SOURCE MATERIAL =>
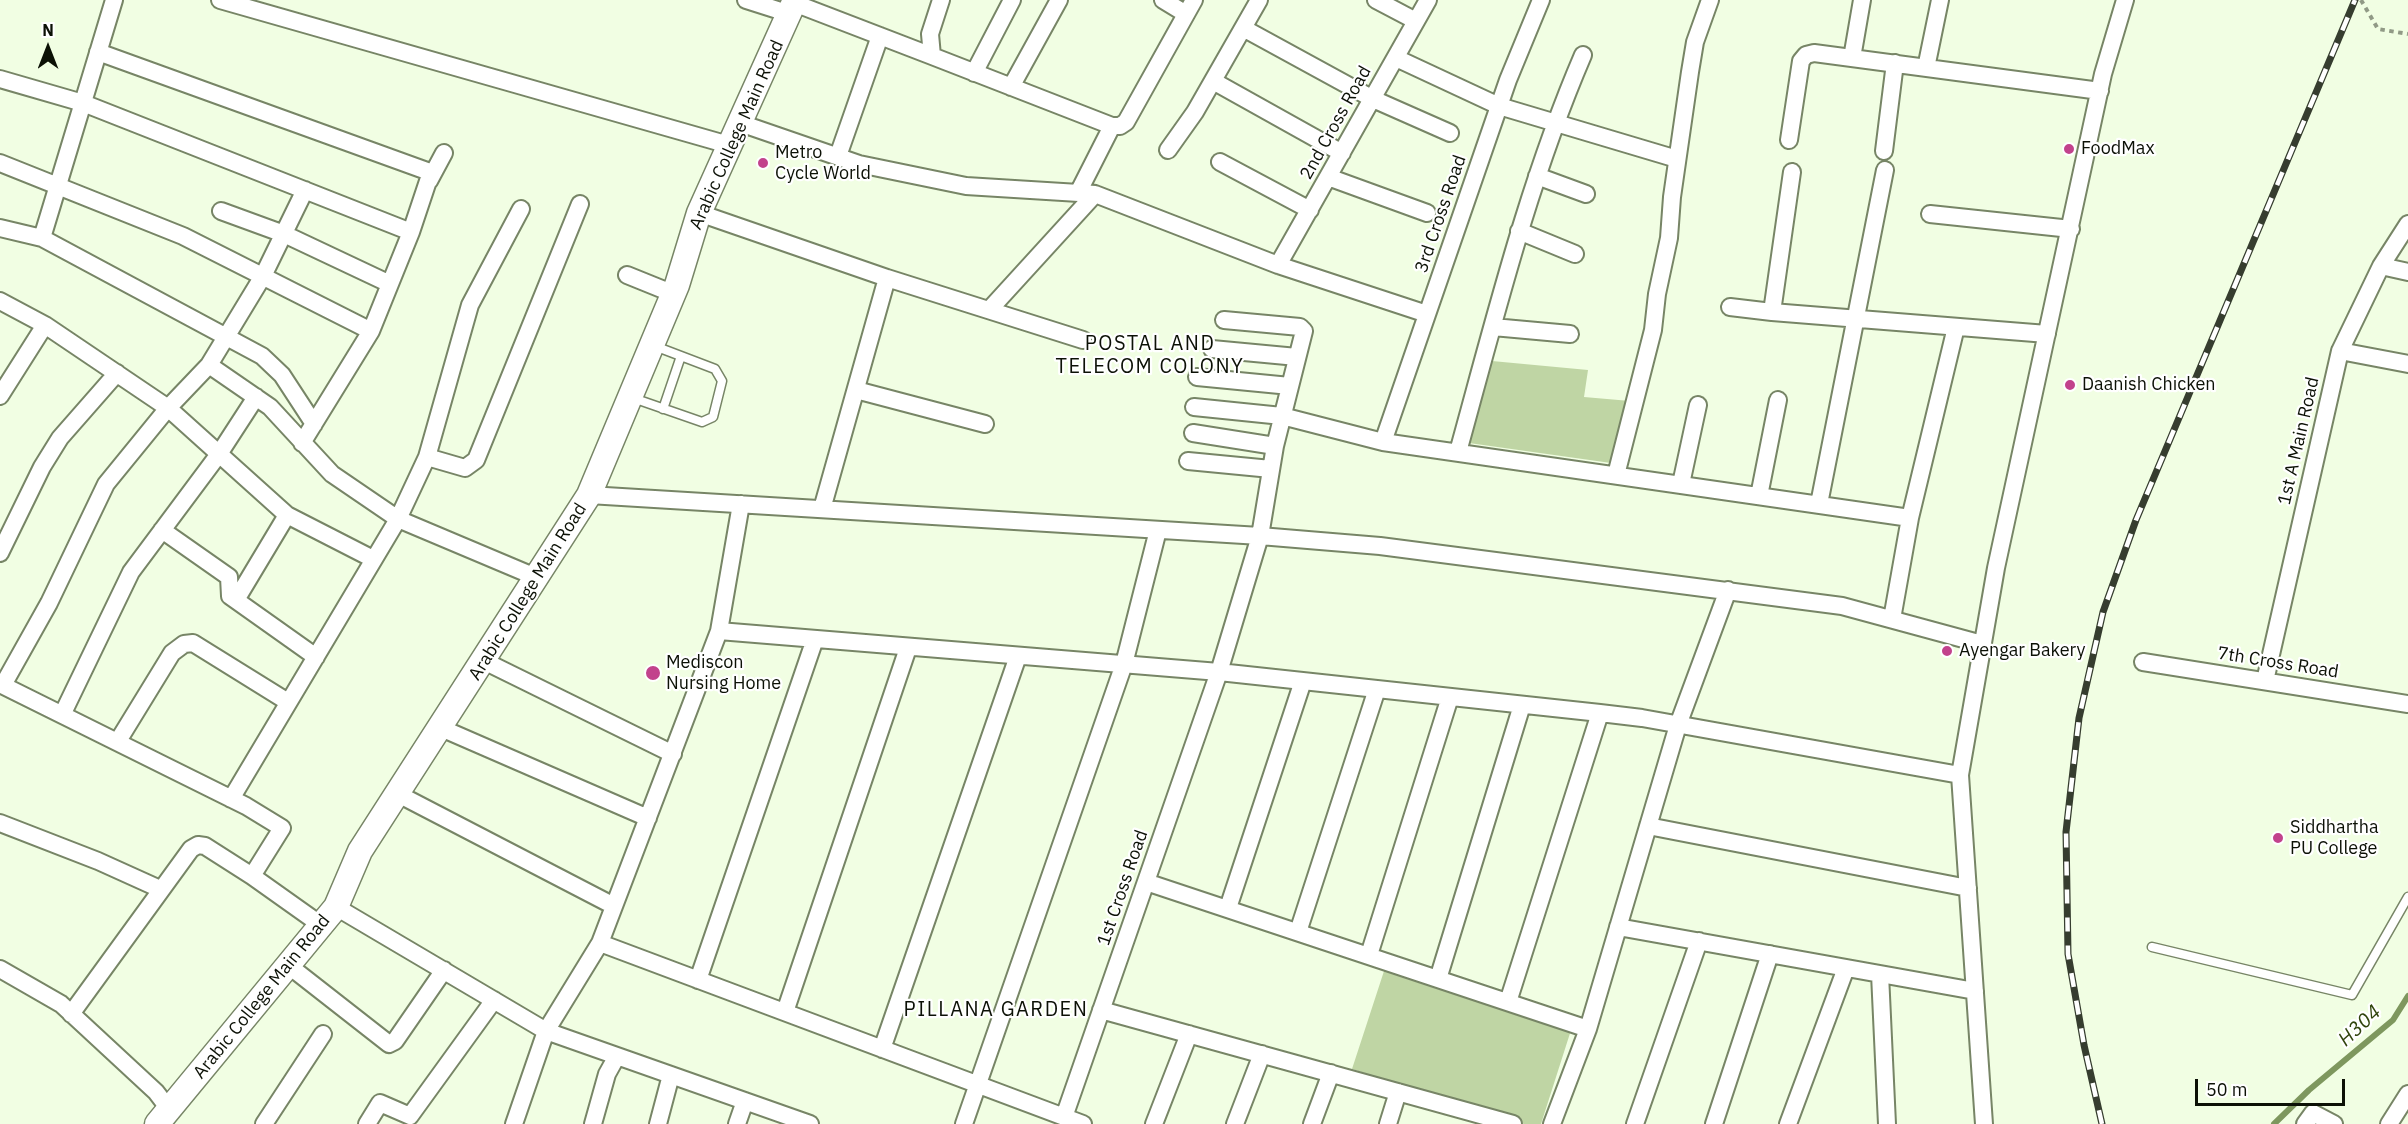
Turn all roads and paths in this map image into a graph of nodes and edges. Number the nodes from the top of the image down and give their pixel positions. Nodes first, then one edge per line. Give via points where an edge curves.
1 (114, 0) edge
2 (219, 0) edge
3 (746, 0) edge
4 (942, 0) edge
5 (1012, 0) edge
6 (1059, 0) edge
7 (1163, 0) edge
8 (1259, 0) edge
9 (1376, 0) edge
10 (1428, 0) edge
11 (1541, 0) edge
12 (1710, 0) edge
13 (1862, 0) edge
14 (1940, 0) edge
15 (2126, 0) edge
16 (2361, 0) edge
17 (793, 6) edge
18 (1190, 7) edge
19 (1416, 21) junction
20 (1243, 28) junction
21 (2408, 34) edge
22 (880, 36) junction
23 (98, 52) junction
24 (1583, 55) dead end
25 (932, 56) junction
26 (1396, 57) junction
27 (1852, 58) junction
28 (1895, 63) junction
29 (1926, 68) junction
30 (974, 73) junction
31 (0, 79) edge
32 (1213, 81) junction
33 (1011, 87) junction
34 (2100, 91) junction
35 (1373, 99) junction
36 (83, 103) junction
37 (1499, 106) junction
38 (1554, 122) junction
39 (740, 123) junction
40 (1112, 126) junction
41 (1450, 133) dead end
42 (1789, 140) dead end
43 (729, 145) junction
44 (1168, 150) dead end
45 (1884, 151) dead end
46 (444, 153) dead end
47 (1342, 153) junction
48 (838, 156) junction
49 (1677, 159) junction
50 (1220, 162) dead end
51 (0, 163) edge
52 (1885, 170) dead end
53 (1792, 172) dead end
54 (1537, 176) junction
55 (1328, 177) junction
56 (429, 181) junction
57 (59, 184) junction
58 (305, 190) junction
59 (1086, 194) junction
60 (1586, 194) dead end
61 (580, 204) dead end
62 (521, 209) dead end
63 (1310, 210) junction
64 (221, 211) dead end
65 (699, 213) junction
66 (1427, 213) dead end
67 (1930, 214) dead end
68 (2408, 224) edge
69 (0, 228) edge
70 (2071, 229) junction
71 (1519, 231) junction
72 (411, 232) junction
73 (284, 234) junction
74 (42, 238) junction
75 (1575, 254) dead end
76 (1278, 265) junction
77 (2381, 266) junction
78 (2408, 272) edge
79 (627, 275) dead end
80 (263, 276) junction
81 (887, 278) junction
82 (390, 284) junction
83 (674, 294) junction
84 (0, 301) edge
85 (1730, 308) dead end
86 (990, 309) junction
87 (1772, 312) junction
88 (1427, 314) junction
89 (1857, 319) junction
90 (1224, 320) dead end
91 (45, 325) junction
92 (1493, 327) junction
93 (1956, 327) junction
94 (371, 331) junction
95 (1570, 334) dead end
96 (2047, 334) junction
97 (226, 336) junction
98 (1083, 340) dead end
99 (652, 345) junction
100 (1212, 349) dead end
101 (2340, 351) junction
102 (681, 357) junction
103 (1297, 357) junction
104 (2408, 364) edge
105 (209, 365) junction
106 (117, 373) junction
107 (1197, 377) dead end
108 (1290, 386) junction
109 (856, 390) junction
110 (0, 396) edge
111 (256, 397) junction
112 (630, 398) junction
113 (1778, 400) dead end
114 (1698, 405) dead end
115 (1194, 407) dead end
116 (168, 408) junction
117 (663, 409) junction
118 (1282, 416) junction
119 (314, 424) junction
120 (985, 424) dead end
121 (1193, 433) dead end
122 (1383, 442) junction
123 (302, 443) junction
124 (1275, 446) junction
125 (1458, 452) junction
126 (219, 454) junction
127 (428, 457) junction
128 (1188, 461) dead end
129 (1271, 469) junction
130 (1616, 475) junction
131 (1681, 484) junction
132 (589, 495) junction
133 (1759, 496) junction
134 (741, 504) junction
135 (1819, 504) junction
136 (822, 509) junction
137 (287, 515) junction
138 (1910, 518) junction
139 (398, 519) junction
140 (162, 530) junction
141 (1158, 530) junction
142 (1260, 536) junction
143 (0, 553) edge
144 (373, 559) junction
145 (538, 578) junction
146 (1728, 591) junction
147 (236, 600) junction
148 (1892, 619) junction
149 (719, 631) junction
150 (815, 639) junction
151 (1982, 644) junction
152 (908, 648) junction
153 (1018, 656) junction
154 (316, 657) junction
155 (484, 661) junction
156 (2143, 662) dead end
157 (1124, 664) junction
158 (1219, 672) junction
159 (1303, 681) junction
160 (2265, 681) junction
161 (2, 685) edge
162 (1377, 689) junction
163 (1450, 697) junction
164 (288, 702) junction
165 (2408, 704) edge
166 (1522, 705) junction
167 (63, 713) junction
168 (1600, 713) junction
169 (1678, 725) junction
170 (441, 728) junction
171 (118, 741) junction
172 (673, 754) junction
173 (1960, 776) junction
174 (398, 794) junction
175 (231, 799) junction
176 (648, 818) junction
177 (0, 823) edge
178 (1648, 826) junction
179 (252, 876) junction
180 (1146, 882) junction
181 (1968, 888) junction
182 (160, 889) junction
183 (2408, 897) edge
184 (614, 906) junction
185 (1228, 908) junction
186 (329, 916) junction
187 (1618, 927) junction
188 (1298, 932) junction
189 (1699, 941) junction
190 (600, 944) junction
191 (2152, 947) dead end
192 (1770, 954) junction
193 (1369, 955) junction
194 (288, 965) junction
195 (1846, 968) junction
196 (0, 969) edge
197 (444, 970) junction
198 (1880, 974) junction
199 (1438, 979) junction
200 (698, 980) junction
201 (1975, 991) junction
202 (494, 1000) junction
203 (1508, 1002) junction
204 (1101, 1010) junction
205 (785, 1012) junction
206 (71, 1014) junction
207 (1588, 1029) junction
208 (546, 1031) junction
209 (323, 1034) dead end
210 (1189, 1034) junction
211 (882, 1048) junction
212 (1262, 1054) junction
213 (617, 1056) junction
214 (1331, 1073) junction
215 (671, 1075) junction
216 (979, 1085) junction
217 (1398, 1092) junction
218 (2408, 1094) edge
219 (745, 1101) junction
220 (1064, 1116) junction
221 (163, 1117) edge
222 (1468, 1118) edge
223 (264, 1124) edge
224 (367, 1124) edge
225 (514, 1124) edge
226 (593, 1124) edge
227 (658, 1124) edge
228 (738, 1124) edge
229 (810, 1124) edge
230 (964, 1124) edge
231 (1083, 1124) edge
232 (1154, 1124) edge
233 (1235, 1124) edge
234 (1312, 1124) edge
235 (1388, 1124) edge
236 (1513, 1124) edge
237 (1552, 1124) edge
238 (1635, 1124) edge
239 (1714, 1124) edge
240 (1788, 1124) edge
241 (1887, 1124) edge
242 (1984, 1124) edge
243 (2305, 1124) edge
244 (2334, 1124) edge
245 (2389, 1124) edge

1 - 23 street
2 - 43 street
3 - 17 street
4 - 25 street via 930,34
5 - 30 street
6 - 33 street
7 - 18 street
8 - 20 street
9 - 19 street
10 - 19 street, 2nd Cross Road
11 - 37 street, 3rd Cross Road
12 - 49 street via 1695,42
13 - 27 street
14 - 29 street
15 - 34 street
16 - 21 path via 2378,29
17 - 22 street
17 - 39 main road, Arabic College Main Road
18 - 40 street via 1126,122
19 - 26 street, 2nd Cross Road
20 - 32 street
20 - 35 street
22 - 25 street
22 - 48 street
23 - 36 street
23 - 56 street via 427,171
24 - 38 street
25 - 30 street
26 - 35 street, 2nd Cross Road
26 - 37 street
27 - 28 street
27 - 42 street via 1806,55 1801,62
28 - 29 street
28 - 45 street
29 - 34 street
30 - 33 street
31 - 36 street
32 - 44 street
32 - 47 street
33 - 40 street
34 - 70 street
35 - 41 street
35 - 47 street, 2nd Cross Road
36 - 57 street
36 - 58 street
37 - 38 street
37 - 88 street, 3rd Cross Road
38 - 49 street
38 - 54 street
39 - 43 main road, Arabic College Main Road
39 - 48 street
40 - 59 street
43 - 65 main road, Arabic College Main Road
46 - 56 street
47 - 55 street, 2nd Cross Road
48 - 59 street via 966,186
49 - 130 street via 1669,238 1653,330
50 - 63 street
51 - 57 street
52 - 89 street
53 - 87 street
54 - 60 street
54 - 71 street
55 - 63 street, 2nd Cross Road
55 - 66 street
56 - 72 street
57 - 74 street
57 - 80 street via 183,236
58 - 72 street
58 - 73 street
59 - 76 street
59 - 86 street
61 - 127 street via 476,460 465,468
62 - 127 street via 470,305
63 - 76 street, 2nd Cross Road
64 - 73 street
65 - 81 street
65 - 83 main road, Arabic College Main Road
67 - 70 street
68 - 77 street, 1st A Main Road
69 - 74 street
70 - 96 street
71 - 75 street
71 - 92 street
72 - 82 street
73 - 80 street
73 - 82 street
74 - 97 street
76 - 88 street
77 - 78 street
77 - 101 street, 1st A Main Road
79 - 83 street
80 - 94 street
80 - 97 street
81 - 86 street
81 - 109 street
82 - 94 street
83 - 99 main road, Arabic College Main Road
84 - 91 street
85 - 87 street
86 - 98 street
87 - 89 street
88 - 122 street, 3rd Cross Road
89 - 93 street
89 - 135 street
90 - 103 street, 1st Cross Road via 1300,327 1304,331
91 - 106 street
91 - 110 street
92 - 95 street
92 - 125 street
93 - 96 street
93 - 138 street
94 - 119 street
96 - 151 street
97 - 105 street
97 - 119 street via 262,356 282,375
99 - 102 lane
99 - 112 main road, Arabic College Main Road
100 - 103 street
101 - 104 street
101 - 160 street, 1st A Main Road
102 - 117 lane
102 - 117 lane via 715,369 722,381 713,417 702,422
103 - 108 street, 1st Cross Road
105 - 111 street
105 - 116 street
106 - 116 street
106 - 143 street via 60,438
107 - 108 street
108 - 118 street, 1st Cross Road
109 - 120 street
109 - 136 street
111 - 123 street
111 - 126 street
112 - 117 lane
112 - 132 main road, Arabic College Main Road
113 - 133 street
114 - 131 street
115 - 118 street
116 - 126 street
116 - 161 street via 106,484 49,603
118 - 122 street
118 - 124 street, 1st Cross Road
119 - 123 street
121 - 124 street
122 - 125 street
123 - 139 street via 332,474
124 - 129 street, 1st Cross Road
125 - 130 street
126 - 137 street
126 - 140 street
127 - 139 street
128 - 129 street
129 - 142 street, 1st Cross Road
130 - 131 street
131 - 133 street
132 - 134 street
132 - 145 main road, Arabic College Main Road
133 - 135 street
134 - 136 street
134 - 149 street
135 - 138 street
136 - 141 street
137 - 144 street
137 - 147 street
138 - 148 street
139 - 144 street
139 - 145 street
140 - 147 street via 229,577 229,592
140 - 167 street via 131,572
141 - 142 street
141 - 157 street
142 - 146 street via 1380,546
142 - 158 street, 1st Cross Road
144 - 154 street
145 - 155 main road, Arabic College Main Road
146 - 148 street via 1842,606
146 - 169 street
147 - 154 street
148 - 151 street
149 - 150 street
149 - 172 street
150 - 152 street
150 - 200 street
151 - 173 street
152 - 153 street
152 - 205 street
153 - 157 street
153 - 211 street
154 - 164 street
155 - 170 main road, Arabic College Main Road
155 - 172 street
156 - 160 street, 7th Cross Road
157 - 158 street
157 - 216 street
158 - 159 street
158 - 180 street, 1st Cross Road
159 - 162 street
159 - 185 street
160 - 165 street, 7th Cross Road
161 - 167 street
162 - 163 street
162 - 188 street
163 - 166 street
163 - 193 street
164 - 171 street via 193,643 184,644 172,653
164 - 175 street
166 - 168 street
166 - 199 street
167 - 171 street
168 - 169 street
168 - 203 street
169 - 173 street
169 - 178 street
170 - 174 main road, Arabic College Main Road
170 - 176 street
171 - 175 street
172 - 176 street
173 - 181 street
174 - 184 street
174 - 186 main road, Arabic College Main Road via 360,851
175 - 179 street via 282,828
176 - 184 street
177 - 182 street
178 - 181 street
178 - 187 street
179 - 182 street via 198,845
179 - 186 street
180 - 185 street
180 - 204 street, 1st Cross Road
181 - 201 street
182 - 206 street
183 - 191 lane via 2352,995
184 - 190 street
185 - 188 street
186 - 194 main road, Arabic College Main Road
186 - 197 street
187 - 189 street
187 - 207 street
188 - 193 street
189 - 192 street
189 - 238 street
190 - 200 street
190 - 208 street
192 - 195 street
192 - 239 street
193 - 199 street
194 - 197 street via 389,1044 395,1041
194 - 221 main road, Arabic College Main Road
195 - 198 street
195 - 240 street
196 - 206 street
197 - 202 street
198 - 201 street
198 - 241 street
199 - 203 street
200 - 205 street
201 - 242 street
202 - 208 street
202 - 224 street via 410,1116 380,1103
203 - 207 street
204 - 210 street
204 - 220 street, 1st Cross Road
205 - 211 street
206 - 221 street via 156,1092
207 - 237 street
208 - 213 street
208 - 225 street
209 - 223 street
210 - 212 street
210 - 232 street
211 - 216 street
212 - 214 street
212 - 233 street
213 - 215 street
213 - 226 street via 607,1074
214 - 217 street
214 - 234 street
215 - 219 street
215 - 227 street
216 - 220 street
216 - 230 street
217 - 222 street
217 - 235 street
218 - 245 street
219 - 228 street
219 - 229 street
220 - 231 street
222 - 236 street
243 - 244 street via 2313,1113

WHAT YOU ARE ASKED TO DO => Search the records for the word "lane", then list every line that has it.

FINISHED EXERCISE =>
99 - 102 lane
102 - 117 lane
102 - 117 lane via 715,369 722,381 713,417 702,422
112 - 117 lane
183 - 191 lane via 2352,995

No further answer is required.